Некоторое абстрактное время шли молча, следуя за проводником по непонятному мрачному тоннелю. Каждый думал о чём-то своём. О чём думал банкир, все скоро узнали. Он спросил, обращаясь к журналисту:

– На кого компромат-то? В сложившейся ситуации скрывать что-либо глупо, не правда ли?

– Совершенно, – флегматично ответил Андрей. – На вашего собрата по денежному мешку, даже не по мешку – по вагону, Еврова Бориса Анатольевича. Я всей схемы не знаю, моя задача была получить документы, сделать копии, одну опубликовать в нашей газете, а вторую передать репортёру с телевидения. Вот на встрече меня автомобилем и сшибли. И ведь даже не глянули – жив я или умер?

Баксов размышлял.

– Убивать тебя никто не собирался, – сказал он. – Точнее, им было безразлично твоё самочувствие. Нужен был компромат, а не твоя жизнь. Кто знал о копии?

– Точно не могу знать весь круг посвящённых, но я получал инструкции от своего главного редактора. А вот откуда он черпал информацию, меня в известность поставить не соизволили. Вся схема связи конспирирована и локализована, как в шпионских фильмах или книгах.
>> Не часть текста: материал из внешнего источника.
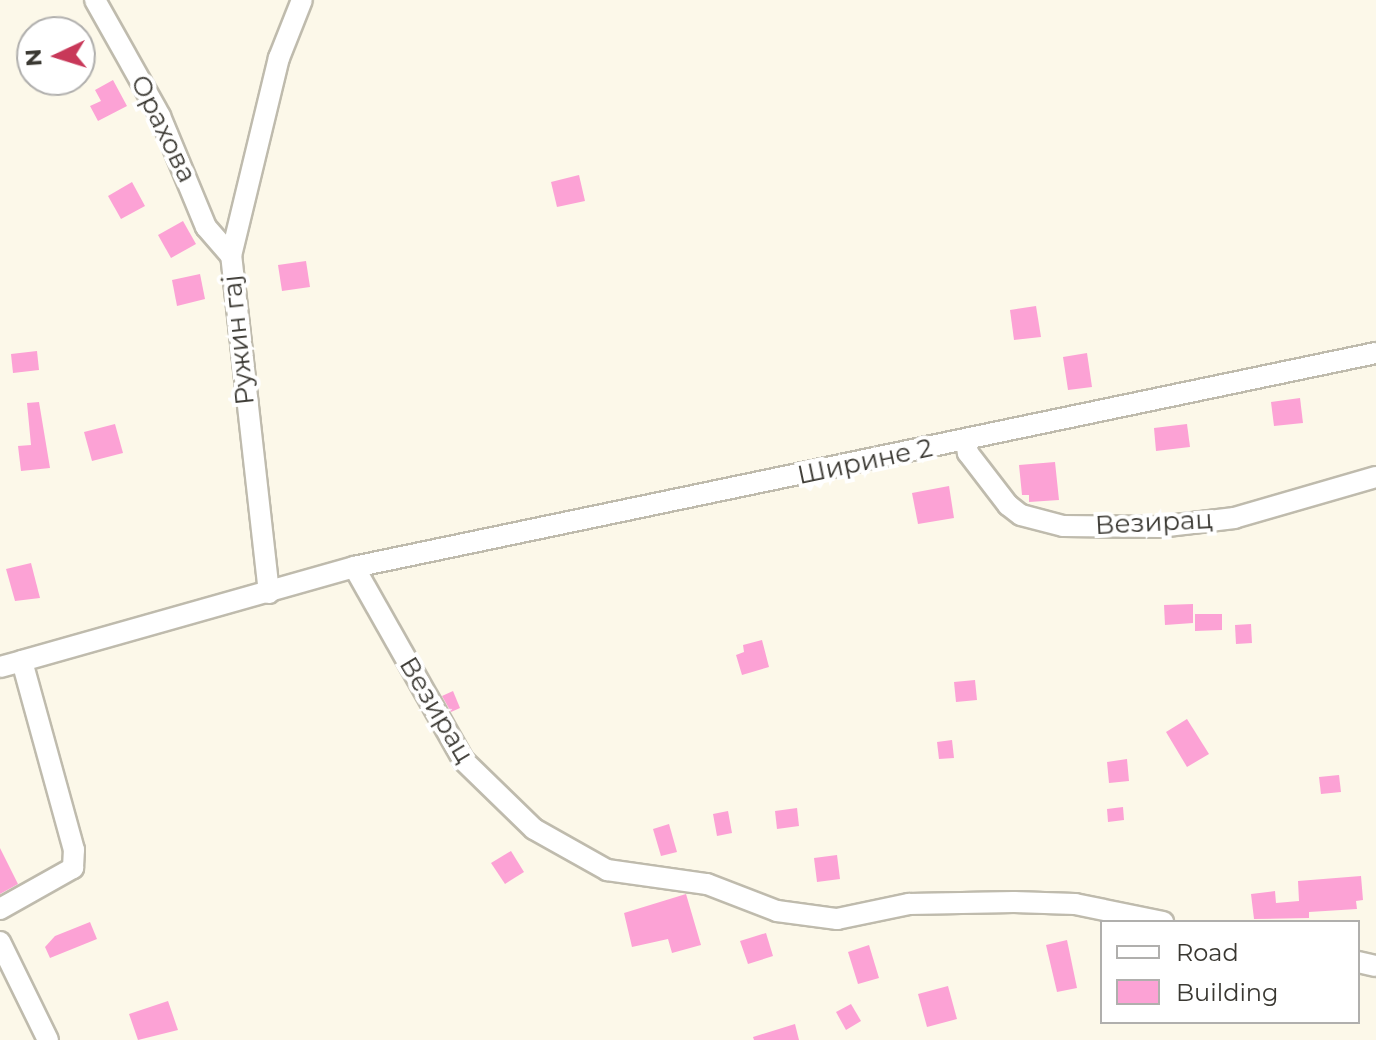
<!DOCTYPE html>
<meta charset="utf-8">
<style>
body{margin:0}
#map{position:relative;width:1376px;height:1040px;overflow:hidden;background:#fcf8e9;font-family:Montserrat,sans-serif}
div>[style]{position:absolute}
.building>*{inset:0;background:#fca2d5}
.roads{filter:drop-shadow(2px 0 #bfbbad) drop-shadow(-2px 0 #bfbbad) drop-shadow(0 2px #bfbbad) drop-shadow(0 -2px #bfbbad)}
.minor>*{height:20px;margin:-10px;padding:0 10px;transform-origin:10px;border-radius:10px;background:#fff}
span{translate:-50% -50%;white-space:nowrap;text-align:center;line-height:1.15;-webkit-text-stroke:8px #fff;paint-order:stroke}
.street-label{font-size:26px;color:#3a3832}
.legend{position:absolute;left:1100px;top:920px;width:260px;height:104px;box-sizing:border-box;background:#fff;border:2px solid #b0afad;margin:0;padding:10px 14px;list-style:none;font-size:24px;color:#3a3832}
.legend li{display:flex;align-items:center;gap:16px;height:40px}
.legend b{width:40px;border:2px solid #b0afad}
.north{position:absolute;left:16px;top:16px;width:80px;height:80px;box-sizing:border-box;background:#fff;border:2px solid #b0afad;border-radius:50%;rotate:266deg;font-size:22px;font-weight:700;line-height:32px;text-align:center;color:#3a3832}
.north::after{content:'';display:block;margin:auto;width:28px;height:36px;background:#c83859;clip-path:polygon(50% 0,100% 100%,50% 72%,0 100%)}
</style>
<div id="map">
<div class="building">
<div style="clip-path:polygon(113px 80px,127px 106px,98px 121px,90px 106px,101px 101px,95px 90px)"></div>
<div style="clip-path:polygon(579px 175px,585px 201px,557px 207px,551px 182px)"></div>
<div style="clip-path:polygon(132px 182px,145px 206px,121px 219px,108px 196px)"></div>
<div style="clip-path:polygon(183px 221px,196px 244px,171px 258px,158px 235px)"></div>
<div style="clip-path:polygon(306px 261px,310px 287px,282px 291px,278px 265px)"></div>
<div style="clip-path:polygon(200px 274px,205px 299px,177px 306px,172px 280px)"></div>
<div style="clip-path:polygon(1036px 306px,1041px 337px,1014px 340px,1010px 310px)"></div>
<div style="clip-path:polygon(37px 351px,39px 370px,13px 373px,11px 354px)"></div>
<div style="clip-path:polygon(1087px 353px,1092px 387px,1068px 390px,1063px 357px)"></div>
<div style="clip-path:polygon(1300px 398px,1303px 423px,1274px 426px,1271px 402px)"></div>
<div style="clip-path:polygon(39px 402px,50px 468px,21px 471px,18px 446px,31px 445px,27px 403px)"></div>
<div style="clip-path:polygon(115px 424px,123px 453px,92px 461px,84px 432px)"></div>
<div style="clip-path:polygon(1187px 424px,1190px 447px,1156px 451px,1154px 428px)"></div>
<div style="clip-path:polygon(1055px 462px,1059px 500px,1029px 502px,1029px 495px,1022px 495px,1019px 465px)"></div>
<div style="clip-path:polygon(949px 486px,954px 518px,918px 524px,912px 493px)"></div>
<div style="clip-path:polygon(31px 563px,40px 598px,15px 601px,6px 569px)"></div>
<div style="clip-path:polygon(1193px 604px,1193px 623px,1165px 625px,1164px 605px)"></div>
<div style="clip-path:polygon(1195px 614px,1222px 614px,1222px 630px,1195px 631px)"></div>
<div style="clip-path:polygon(1251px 624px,1252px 643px,1236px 644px,1235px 625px)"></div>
<div style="clip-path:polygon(762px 640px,769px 667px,742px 675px,736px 655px,744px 652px,743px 645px)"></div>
<div style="clip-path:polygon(975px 680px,977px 700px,956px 702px,954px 682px)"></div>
<div style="clip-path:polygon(453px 691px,460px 708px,451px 712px,442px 696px)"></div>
<div style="clip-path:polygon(1187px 719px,1209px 754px,1187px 767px,1166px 732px)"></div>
<div style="clip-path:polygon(952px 740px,954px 758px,939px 759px,937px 742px)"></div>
<div style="clip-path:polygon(1127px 759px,1129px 781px,1109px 783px,1107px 762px)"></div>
<div style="clip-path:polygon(1339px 775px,1341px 792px,1321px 794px,1319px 777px)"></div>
<div style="clip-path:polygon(1123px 807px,1124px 820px,1108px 822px,1107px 809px)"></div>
<div style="clip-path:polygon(797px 808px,799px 826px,777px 829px,775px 811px)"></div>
<div style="clip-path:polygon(728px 811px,732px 833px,717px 836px,713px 814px)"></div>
<div style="clip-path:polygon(669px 824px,677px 852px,661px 856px,653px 829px)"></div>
<div style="clip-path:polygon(0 848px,18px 884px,0 894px)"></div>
<div style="clip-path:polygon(511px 851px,524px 872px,505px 884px,491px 863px)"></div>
<div style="clip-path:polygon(837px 855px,840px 879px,817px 882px,814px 858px)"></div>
<div style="clip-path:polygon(1361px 876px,1363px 900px,1356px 901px,1357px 909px,1309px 912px,1309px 918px,1254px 919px,1251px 894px,1275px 891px,1276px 903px,1299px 901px,1298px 881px)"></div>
<div style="clip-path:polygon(686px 894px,701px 945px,672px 953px,668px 939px,632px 947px,624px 913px)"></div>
<div style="clip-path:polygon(90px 922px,97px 939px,50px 958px,45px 947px,55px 936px)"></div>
<div style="clip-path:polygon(766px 933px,773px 956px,748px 964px,740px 941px)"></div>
<div style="clip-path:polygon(1067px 940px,1077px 988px,1057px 992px,1046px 945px)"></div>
<div style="clip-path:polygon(869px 945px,879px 978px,858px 984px,848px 952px)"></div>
<div style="clip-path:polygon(948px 986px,957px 1019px,927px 1027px,918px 994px)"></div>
<div style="clip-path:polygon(168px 1001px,178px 1030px,138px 1040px,129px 1014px)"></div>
<div style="clip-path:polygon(851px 1004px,861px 1021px,846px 1030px,836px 1012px)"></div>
<div style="clip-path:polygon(795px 1024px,799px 1040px,754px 1040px,753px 1037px)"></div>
</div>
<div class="roads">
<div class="minor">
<div style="left:95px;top:0;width:133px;rotate:60.7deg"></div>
<div style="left:160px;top:116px;width:120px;rotate:67.5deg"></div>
<div style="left:206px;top:227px;width:38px;rotate:49deg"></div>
<div style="left:966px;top:441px;width:12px;rotate:81deg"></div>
<div style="left:968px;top:453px;width:66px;rotate:52.4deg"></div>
<div style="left:1008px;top:505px;width:16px;rotate:38deg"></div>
<div style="left:1021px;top:515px;width:43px;rotate:14.7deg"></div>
<div style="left:1063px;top:526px;width:96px;rotate:0.6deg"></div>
<div style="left:1159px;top:527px;width:76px;rotate:-6.8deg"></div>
<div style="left:1234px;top:518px;width:148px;rotate:-16.1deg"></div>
<div style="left:354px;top:567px;width:222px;rotate:60.5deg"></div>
<div style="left:463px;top:760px;width:99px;rotate:44.2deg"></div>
<div style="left:534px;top:829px;width:84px;rotate:29.3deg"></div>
<div style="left:607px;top:870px;width:101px;rotate:8deg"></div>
<div style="left:707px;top:884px;width:75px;rotate:21.1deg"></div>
<div style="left:777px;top:911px;width:61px;rotate:7.6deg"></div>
<div style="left:837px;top:919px;width:74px;rotate:-11.8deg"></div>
<div style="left:909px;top:904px;width:105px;rotate:-1.1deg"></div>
<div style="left:1014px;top:902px;width:61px;rotate:1.9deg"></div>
<div style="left:1075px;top:904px;width:90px;rotate:11.6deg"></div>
<div style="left:269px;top:593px;width:339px;rotate:-96.4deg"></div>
<div style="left:231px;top:256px;width:204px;rotate:-76.4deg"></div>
<div style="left:279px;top:58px;width:62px;rotate:-68.4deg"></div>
<div style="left:0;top:667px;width:23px;rotate:-15deg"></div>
<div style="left:0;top:909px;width:84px;rotate:-29.3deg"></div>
<div style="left:73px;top:868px;width:18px;rotate:-87deg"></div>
<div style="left:74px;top:850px;width:196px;rotate:-105.4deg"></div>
<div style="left:22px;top:661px;width:345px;rotate:-15.8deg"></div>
<div style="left:354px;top:567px;width:1044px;rotate:-11.83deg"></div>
<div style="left:0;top:942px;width:109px;rotate:63.9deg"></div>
<div style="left:1358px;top:962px;width:18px;rotate:13deg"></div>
</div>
</div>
<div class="street-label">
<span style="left:163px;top:129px;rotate:64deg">Орахова</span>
<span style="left:239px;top:340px;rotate:-96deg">Ружин гај</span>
<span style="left:865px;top:462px;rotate:-12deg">Ширине 2</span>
<span style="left:1154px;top:523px;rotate:-3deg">Везирац</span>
<span style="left:436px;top:710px;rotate:59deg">Везирац</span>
</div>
<ul class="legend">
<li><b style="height:10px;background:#fff"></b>Road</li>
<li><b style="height:22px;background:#fca2d5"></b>Building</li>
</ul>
<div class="north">N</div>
</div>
Лишние рассуждения Андрея магната не интересовали. Он был предельно сконцентрирован, задавая точные вопросы, и отсекая всё лишнее:

– Телевизионщики про копию знали?

– Не думаю. Зачем их загружать лишней информацией? Их задача получить и показать.

– А какого… – Баксов ещё раз вспомнил о предупреждении на запрет упоминаний кое-кого. – рожна ты вылез на дорогу?

– Так было условлено: я выхожу и жду, он, не доезжая, мигает фарами. Когда он медленно проезжает возле меня, я через открытое окно передаю всю документацию. Один экземпляр. У всех инструкции.

Олигарх презрительно усмехнулся:

– Ну что, поиграли в шпионов? Доигрались! Какой канал?

– БАК-ТВ, – пришёл черёд Андрея ехидно оскалиться. – По-моему, вы имеете к нему некоторое отношение?

– А по-моему, имел. Я уже ни к чему не имею отношения, даже к собственному телу, которое будут мыть, одевать красиво, некоторые особи, допускаю такую мысль, будут втихомолку поплёвывать в мою сторону. Но мне-то на это уже совершенно наплевать. Лишь прискорбная мысль о всеобщей продажности угнетает меня. Алчный человек любую профессию и любую должность превратит в ругательное слово. В вашей ситуации всё стало ясно и понятно. Весть о моей смерти уже, естественно, разлетелась, и на телевидении об этом узнали одни из первых. Меня просто списали со счетов на собственном канале, переметнувшись в стан врага. Ничего не поделаешь, это обыденность и повседневность нашей жизни. Это ладно.

Олигарх вздохнул и, незаметно для себя перешёл с журналистом на «вы»:

– Вы, молодой человек, лучше ответьте на такой вопрос. Как бы вы, лично, распорядились копиями, узнав о моей смерти, и не погибнув сами? Не думаю, чтобы кто-то рискнул взять на себя смелость их обнародования. Это мёртвый груз. Причём, очень и очень опасный. Он у вас в редакции?

– Нет. Я его собирался туда отвезти после встречи. Но теперь я передал бы в совершенно другие руки.

Последнюю фразу Андрей произнёс твёрдо и убеждённо, на что Баксов улыбнулся хоть и иронично, но добродушно.

– И те руки, полагаете, чище остальных? – спросил он.

– Надеюсь. Мой хороший друг работает в спецслужбах, и у меня нет оснований ему не доверять. В любом случае, я выполнил бы свой долг. Может быть, впервые в жизни.

– Красивые слова, красивые фразы, за которыми обычно либо пустота, либо ловушка. Как бы там ни было, – философски подвёл итог магнат, – но всё это в прошлом, которое нас должно интересовать меньше всего. Но я рад, что такой журналист как вы, не утративший ещё окончательно понятий о долге и чести, работал на меня. Жаль, что нашей встречи не произошло раньше.